Multidrug resistance (MDR) put an alarming situation like preantibiotic era which compels us to invigorate the basic science of anti-infective chemotherapy. Hence, the drug resistant genes/proteins were explored as promising drug targets. Keeping this thing in mind, proteome of Pseudomonas aeruginosa PA01 was explored, which resulted in the identification of tripartite protein complexes (MexA, MexB, and OprM) as promising drug target for the screening of natural and synthetic inhibitors. The purpose of present investigation was to explore the drug resistance reversal potential mechanism of catharanthine isolated from the leaves of Catharanthus roseous.

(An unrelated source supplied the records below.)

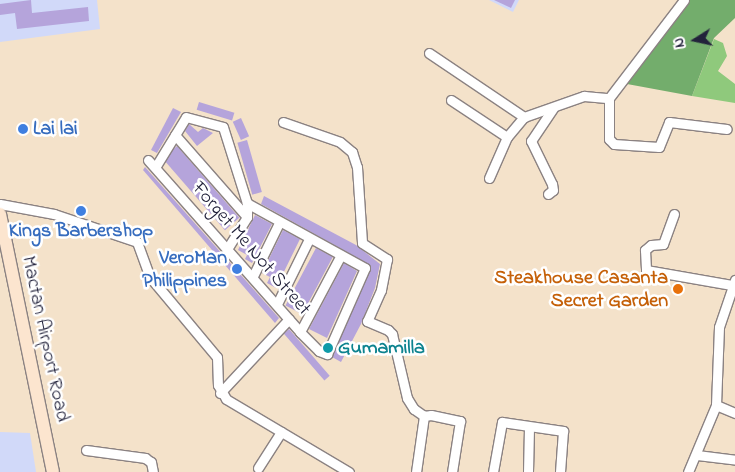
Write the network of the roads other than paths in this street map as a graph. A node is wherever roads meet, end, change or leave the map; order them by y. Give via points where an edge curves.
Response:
1 (684, 0) edge
2 (429, 53) dead end
3 (610, 98) junction
4 (451, 100) dead end
5 (553, 108) junction
6 (524, 116) junction
7 (283, 122) dead end
8 (727, 129) dead end
9 (175, 135) junction
10 (507, 137) junction
11 (148, 160) dead end
12 (156, 166) junction
13 (489, 178) dead end
14 (548, 194) dead end
15 (0, 204) edge
16 (247, 204) junction
17 (0, 214) edge
18 (674, 214) dead end
19 (246, 217) junction
20 (280, 223) junction
21 (308, 239) junction
22 (228, 247) junction
23 (341, 255) junction
24 (253, 276) junction
25 (733, 283) edge
26 (277, 304) junction
27 (289, 319) junction
28 (300, 332) junction
29 (220, 393) junction
30 (716, 405) junction
31 (735, 414) edge
32 (424, 416) junction
33 (530, 427) junction
34 (281, 432) junction
35 (86, 450) dead end
36 (696, 455) junction
37 (735, 460) edge
38 (258, 468) dead end
39 (53, 472) edge
40 (153, 472) edge
41 (349, 472) edge
42 (416, 472) edge
43 (452, 472) edge
44 (493, 472) edge
45 (528, 472) edge
46 (560, 472) edge
47 (688, 472) edge

1 - 3 street
2 - 6 street
3 - 5 street via 584,96
3 - 8 street via 609,139 614,144 659,147 669,122
4 - 10 street
5 - 6 street
5 - 14 street via 531,141 552,184 553,190
6 - 10 street
7 - 32 street via 340,142 352,152 357,167 362,243 387,259 380,290 367,321 392,334 407,398
9 - 12 street
9 - 16 street via 183,120 192,117 223,128
9 - 19 street
10 - 13 street
11 - 12 street, Forget Me Not Street
12 - 22 street, Forget Me Not Street
15 - 29 street via 54,214 137,242 150,277 217,357
16 - 19 street
16 - 20 street
17 - 39 main road, Mactan Airport Road
18 - 25 street via 663,244 651,245 645,250 646,270
19 - 22 street
20 - 21 street
20 - 24 street
21 - 23 street
21 - 26 street
22 - 24 street, Forget Me Not Street
23 - 28 street
23 - 28 street, Forget Me Not Street via 362,265 366,272 327,354 319,351
24 - 26 street, Forget Me Not Street
25 - 30 street via 719,327
26 - 27 street, Forget Me Not Street
27 - 28 street, Forget Me Not Street
27 - 29 street
29 - 34 street
30 - 31 street
30 - 36 street
32 - 42 street
32 - 43 street via 460,421
33 - 44 street via 502,422
33 - 45 street
33 - 46 street via 562,431
34 - 38 street
34 - 41 street
35 - 40 street via 145,458
36 - 37 street
36 - 47 street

Hence, the test compound catharanthine was in silico screened using docking studies against the above receptors, which showed significant binding affinity with these receptors. In order to validate the in silico findings, in vitro evaluation of the test compound was also carried out. In combination, catharanthine reduced the minimum inhibitory concentration MIC of tetracycline (TET) and streptomycin up to 16 and 8 folds, respectively. Further, in time kill assay, catharanthine in combination with TET reduced the cell viability in concentration dependent manner and was also able to reduce the mutation prevention concentration of TET. It was also deduced that drug resistance reversal potential of catharanthine was due to inhibition of the efflux pumps.